Navitas Semiconductor (NVTS) has seen an explosive rally in 2026, with shares up approximately 262% year-to-date and 61.2% in May alone. The stock surged to new highs following the company's participation in Nvidia's MGX Ecosystem, showcasing its 800V-to-6V DC-DC power delivery board at COMPUTEX 2026. This board, designed for 800 VDC rack architectures used in AI data centers, eliminates the traditional 48V intermediate bus converter stage and achieves 97.5% peak efficiency at 1 MHz switching frequency, making it a critical component for next-generation gigawatt-scale AI factories.
The partnership with Nvidia serves as a technical endorsement from the world's largest AI hardware firm, validating Navitas' pivot from low-margin mobile and consumer segments to high-voltage AI infrastructure. CEO Chris Allexandre emphasized that power delivery is now one of the most critical challenges in enabling AI factories, and the showcase demonstrates that Navitas is embedded in the AI ecosystem, not merely riding the wave.
The rally was further fueled by strong Q1 earnings that beat analyst estimates on revenue, loss per share, and cash outflows, leading to a series of Wall Street price target upgrades. Consensus revenue estimates for 2026, 2027, and 2028 have been raised by 12%, 10%, and 20% respectively.
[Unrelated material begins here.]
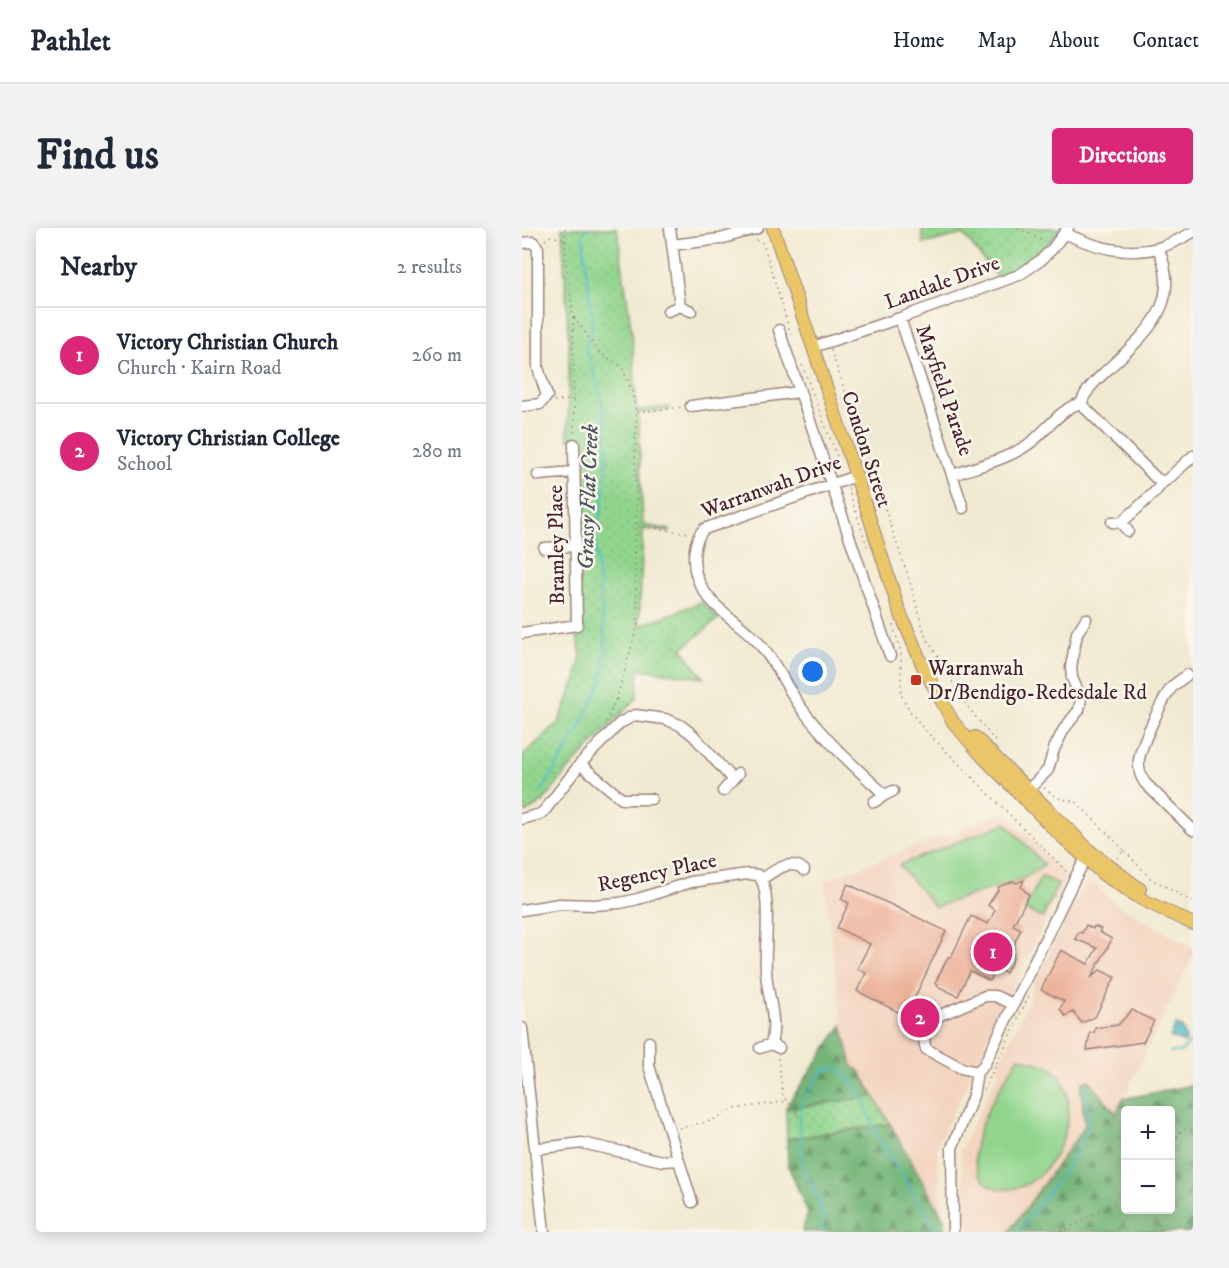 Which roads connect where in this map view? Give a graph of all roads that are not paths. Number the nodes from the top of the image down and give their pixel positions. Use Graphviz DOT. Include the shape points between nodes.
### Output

Additionally, a GaN technology licensing deal with Cyient Semiconductors in India expanded Navitas' international footprint, while positive outlooks from Nvidia and Vicor reinforced spending in the AI power market.
However, analysts caution that the stock's valuation has reached extreme levels, trading at over 125 times sales. This is higher than SpaceX’s implied valuation multiple, and the relative strength index (RSI) has entered overbought territory, suggesting the stock may be ripe for profit-taking. Wall Street’s consensus rating remains a “hold” with a mean price target under $14, implying a potential downside of more than 50% from current levels around $32.25.